I was standing in line at the bank today
when the old fellow in front of me
dropped his glasses (luckily, within the
case)
and as he bent over
I saw how difficult it was for
him
and I said, “wait, let me get
them. . . “
but as I picked them up
he dropped his cane
a beautiful, black polished
cane
and I got the glasses back to him
then went for the cane
steadying the old boy
as I handed him his cane.
he didn’t speak,
he just smiled at me.
then he turned
forward.
I stood behind him waiting
my turn.

(Bukowski, Charles. “Helping the Old.” You Get So Alone at Times That It Just Makes Sense. New York: HarperCollins: 2002.)

If I were a real English professor, I’d have you analyze first—uh, I don’t know where we’d start. Here’s where I’d start by myself. When the old fellow in front of me.

when the óld

féllow

in frónt

of mé

Well now, it does have a regular rhythm. de-de-dum, dum-de, de-dum, de-dum. If Bukowsi had used the first word that came to mind—as you and I would have—“man,”—the stanza would not scan. Read it with “man” instead of “fellow.” OK, class, that’s boring as hell. Let’s get on with the analysis. Oh! That’s all. That’s the extent of my analysis.
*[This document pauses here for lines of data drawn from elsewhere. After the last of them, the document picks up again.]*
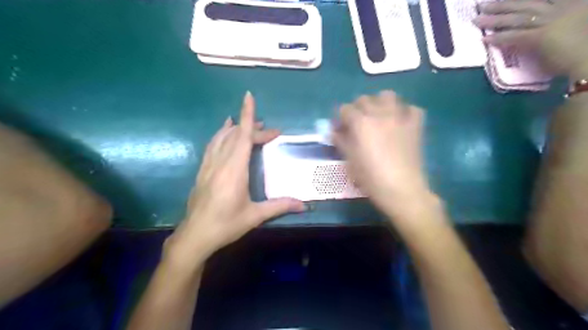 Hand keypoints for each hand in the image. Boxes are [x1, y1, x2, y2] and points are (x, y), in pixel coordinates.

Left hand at [163, 92, 302, 265]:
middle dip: (253, 128)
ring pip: (221, 138)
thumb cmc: (226, 225)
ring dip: (235, 128)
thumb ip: (280, 206)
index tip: (249, 97)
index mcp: (234, 170)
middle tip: (271, 132)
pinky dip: (220, 135)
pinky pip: (212, 145)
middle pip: (236, 136)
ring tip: (247, 123)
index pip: (242, 136)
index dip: (247, 115)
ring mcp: (209, 165)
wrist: (195, 236)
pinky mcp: (202, 171)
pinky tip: (223, 133)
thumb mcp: (255, 216)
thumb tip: (304, 205)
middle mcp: (220, 162)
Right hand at [333, 91, 430, 217]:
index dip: (340, 118)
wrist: (401, 189)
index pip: (345, 109)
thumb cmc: (371, 178)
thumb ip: (341, 142)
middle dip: (357, 109)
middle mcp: (379, 114)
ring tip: (378, 117)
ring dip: (379, 103)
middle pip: (364, 99)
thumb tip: (335, 132)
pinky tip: (400, 122)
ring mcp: (399, 117)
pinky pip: (411, 108)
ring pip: (388, 96)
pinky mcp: (415, 125)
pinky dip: (404, 112)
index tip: (340, 129)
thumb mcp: (349, 161)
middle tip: (357, 124)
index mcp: (361, 123)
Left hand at [471, 0, 587, 76]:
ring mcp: (553, 21)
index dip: (517, 0)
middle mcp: (562, 8)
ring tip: (476, 19)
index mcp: (572, 4)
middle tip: (482, 5)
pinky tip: (484, 39)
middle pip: (525, 3)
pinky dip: (499, 38)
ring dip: (494, 18)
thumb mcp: (568, 29)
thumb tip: (530, 29)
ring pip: (517, 18)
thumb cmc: (582, 50)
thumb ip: (552, 25)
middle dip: (501, 4)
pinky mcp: (543, 37)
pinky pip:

You’ll say that any writing or speech in English has a regular meter. Yep. And the best writing unintentionally follows something like unrhymed iambic pentameter (which we all know from Shakespeare). Why do you suppose all those Renaissance and Elizabethan poets used it? It’s the way we talk. Prove me wrong.

But not all writing or speech creates an image. That’s what makes poetry.
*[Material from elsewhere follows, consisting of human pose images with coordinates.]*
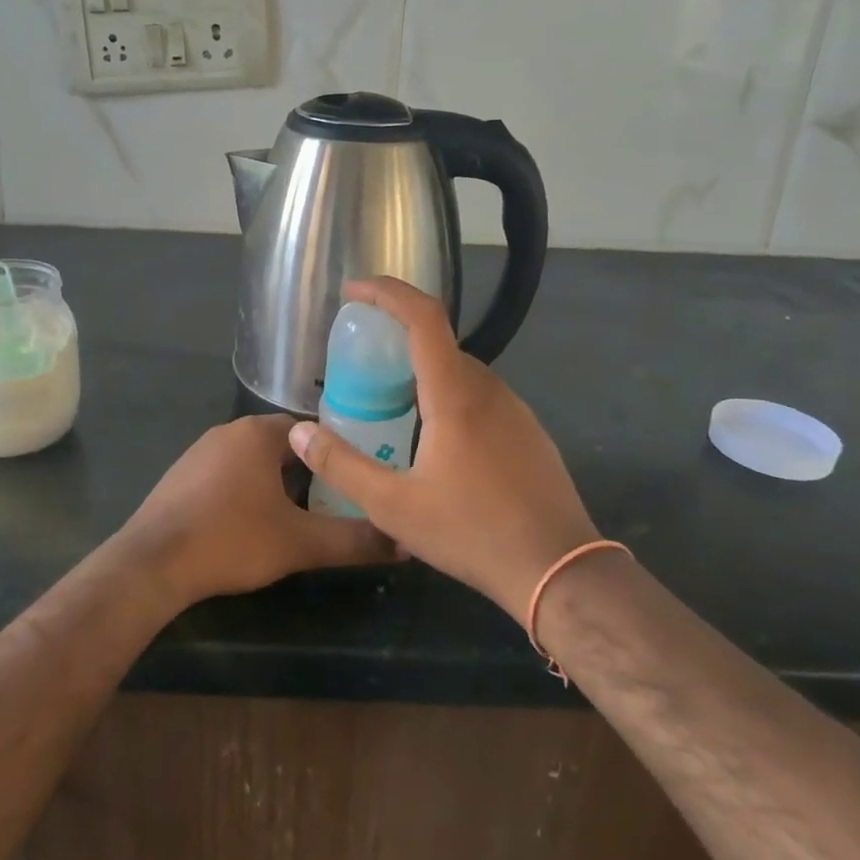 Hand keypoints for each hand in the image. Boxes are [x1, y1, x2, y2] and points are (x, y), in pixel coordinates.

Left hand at [117, 414, 394, 607]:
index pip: (310, 430)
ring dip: (275, 482)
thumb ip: (353, 540)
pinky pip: (226, 474)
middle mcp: (229, 431)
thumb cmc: (231, 539)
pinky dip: (245, 491)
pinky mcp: (181, 475)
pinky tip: (250, 524)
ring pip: (252, 460)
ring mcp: (199, 451)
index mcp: (259, 433)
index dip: (335, 454)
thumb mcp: (300, 543)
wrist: (153, 563)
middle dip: (307, 471)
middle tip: (333, 502)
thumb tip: (403, 542)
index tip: (355, 478)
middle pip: (282, 445)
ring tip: (298, 516)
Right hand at [288, 277, 600, 622]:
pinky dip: (448, 396)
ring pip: (461, 372)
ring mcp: (515, 410)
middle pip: (439, 343)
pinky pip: (480, 397)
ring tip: (390, 405)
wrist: (560, 569)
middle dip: (397, 338)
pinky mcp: (528, 433)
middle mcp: (489, 389)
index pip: (423, 317)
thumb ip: (341, 466)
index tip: (354, 290)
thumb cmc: (472, 532)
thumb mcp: (393, 506)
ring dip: (423, 372)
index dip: (387, 292)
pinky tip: (435, 442)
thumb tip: (299, 433)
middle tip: (361, 363)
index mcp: (455, 394) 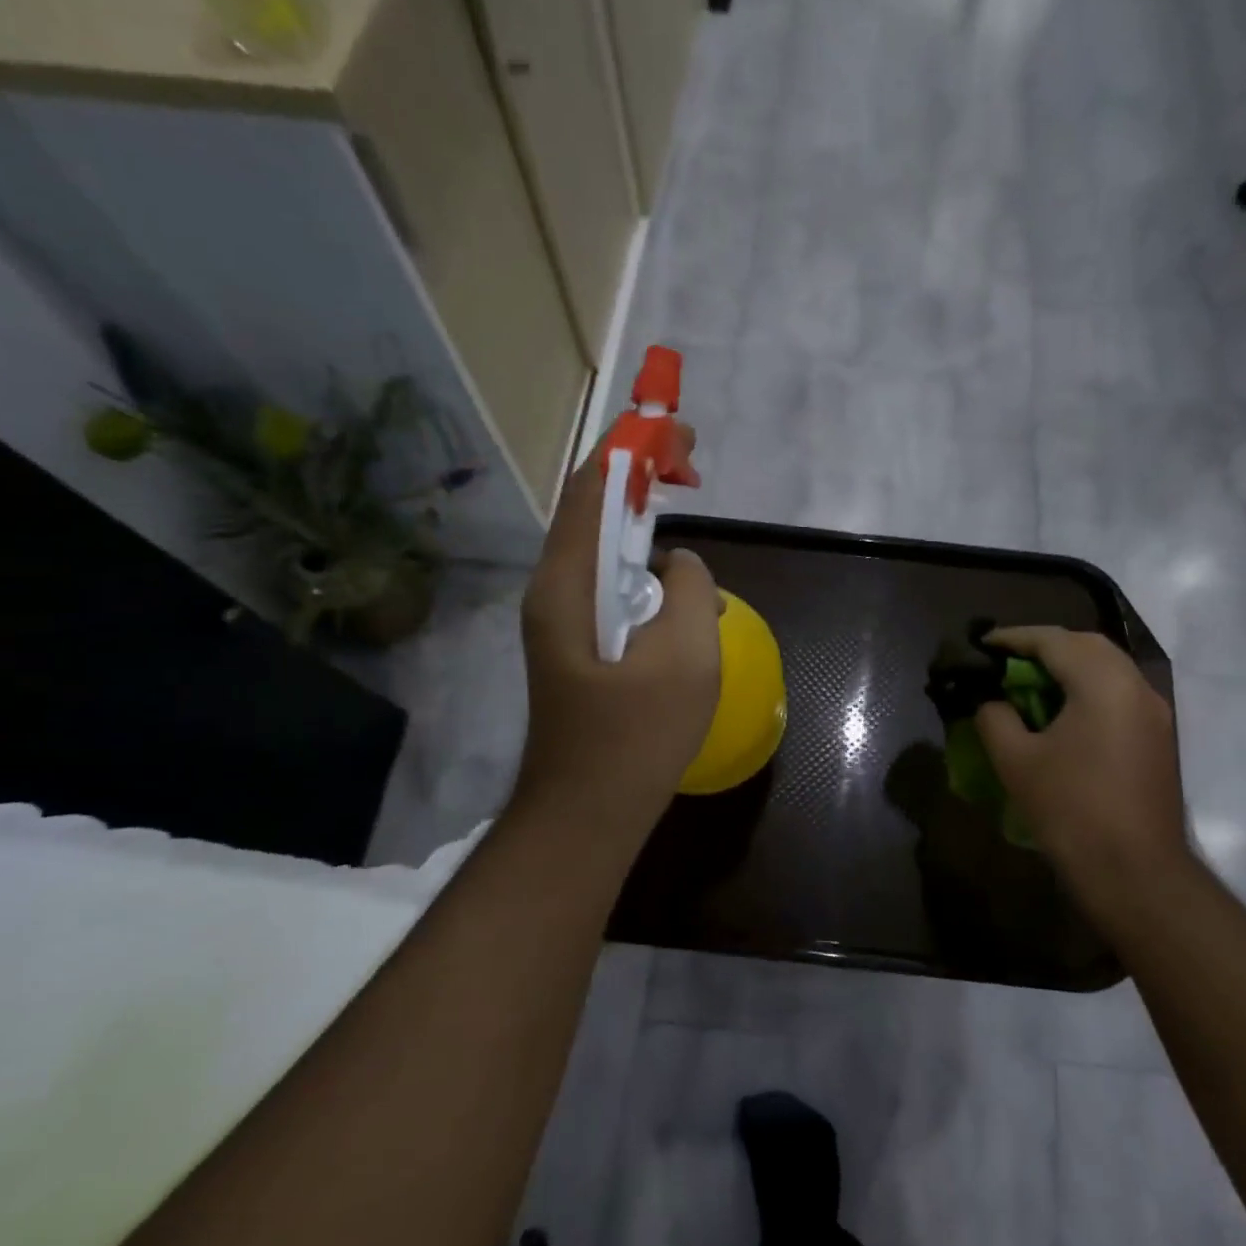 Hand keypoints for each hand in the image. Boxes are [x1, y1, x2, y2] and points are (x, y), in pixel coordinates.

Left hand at [512, 432, 721, 852]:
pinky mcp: (579, 644)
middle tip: (691, 468)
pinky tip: (682, 594)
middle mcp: (554, 590)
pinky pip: (612, 585)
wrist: (587, 812)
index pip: (592, 487)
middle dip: (640, 476)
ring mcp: (562, 619)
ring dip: (644, 522)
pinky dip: (645, 567)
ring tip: (687, 518)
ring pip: (604, 547)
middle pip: (593, 509)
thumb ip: (686, 587)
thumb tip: (677, 563)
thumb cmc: (635, 737)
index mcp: (566, 583)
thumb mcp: (684, 654)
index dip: (632, 447)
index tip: (678, 434)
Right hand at [974, 627, 1188, 903]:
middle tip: (1008, 658)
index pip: (1053, 640)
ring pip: (1108, 667)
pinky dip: (1088, 687)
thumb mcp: (1016, 761)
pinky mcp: (1158, 737)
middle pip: (1087, 645)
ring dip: (1069, 665)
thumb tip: (993, 703)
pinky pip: (1119, 692)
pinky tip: (1063, 711)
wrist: (1136, 874)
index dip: (1013, 638)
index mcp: (1103, 683)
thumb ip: (996, 718)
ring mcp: (1154, 712)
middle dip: (1045, 645)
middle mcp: (1136, 686)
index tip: (982, 643)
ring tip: (1031, 681)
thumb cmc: (1071, 811)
The old fellow in front of me. I’ve seen that old fellow—as you have—a thousand times. I see him in the mirror every time I brush my teeth. Fortunately my hip has healed perfectly, and I no longer have the cane. I bought You Get So Alone at Times That It Just Makes Sense some time ago because the Publishers Clearing House blurb said it was poems about Bukowski’s cats and his childhood. Some are, some aren’t.

But here’s the deal. This poetry is not simply prose put into short lines. I’m moderately good at writing prose, but here’s my sorry attempt (and I’m not fishing for compliments like,

The banks are supposed to look

The way banks are supposed to look

“Oh, no, your attempt is not sorry”) to answer Bukowski’s poem from the old man’s POV. This entire post is a stream of (almost) consciousness that’s old man thinking. I’ve probably thought this way all my life, but I’m here to tell you that the older you get (at any rate, the older I’ve gotten) the more you (or I) hold onto these strings of ideas. They may not go anywhere, but they’re mine, and it’s comforting to be able to encapsulate them in writing. I’ve been working at this “poem” for three days. Hardly seems worth it.

“Being helped when old,” by Harold Knight

That young blade
watches every
move. 
He doesn’t think
how it is
to be old.
Damn! The
floor.
Why the fuck
can’t you be careful,
old man?
Break those glasses
and pay for more.
Don’t help much
anyway.
Thanks, man.
The cane!
That damned cane.
Does he guess
how mortifying
this is?
Struck dumb.
Get that idiotic grin
off
your
face.

I’m not yet at the point of thinking about what it’s like to die (at least not thinking about it all the time). But when I’m ready, it’ll probably go something like this. Poem with cats.

“1990 Special,” by Charles Bukowski

year-worn
weary to the bone,
dancing in the dark with the
dark,
the Suicide Kid gone
gray.

ah, the swift summers
over and gone
forever!

is that death
stalking me
now?

no, it’s only my cat,
this
time.

(Bukowski, Charles. “1990 Special.” The People Look Like Flowers at Last. New York: HarperCollins Publishers [Echo], 2007.)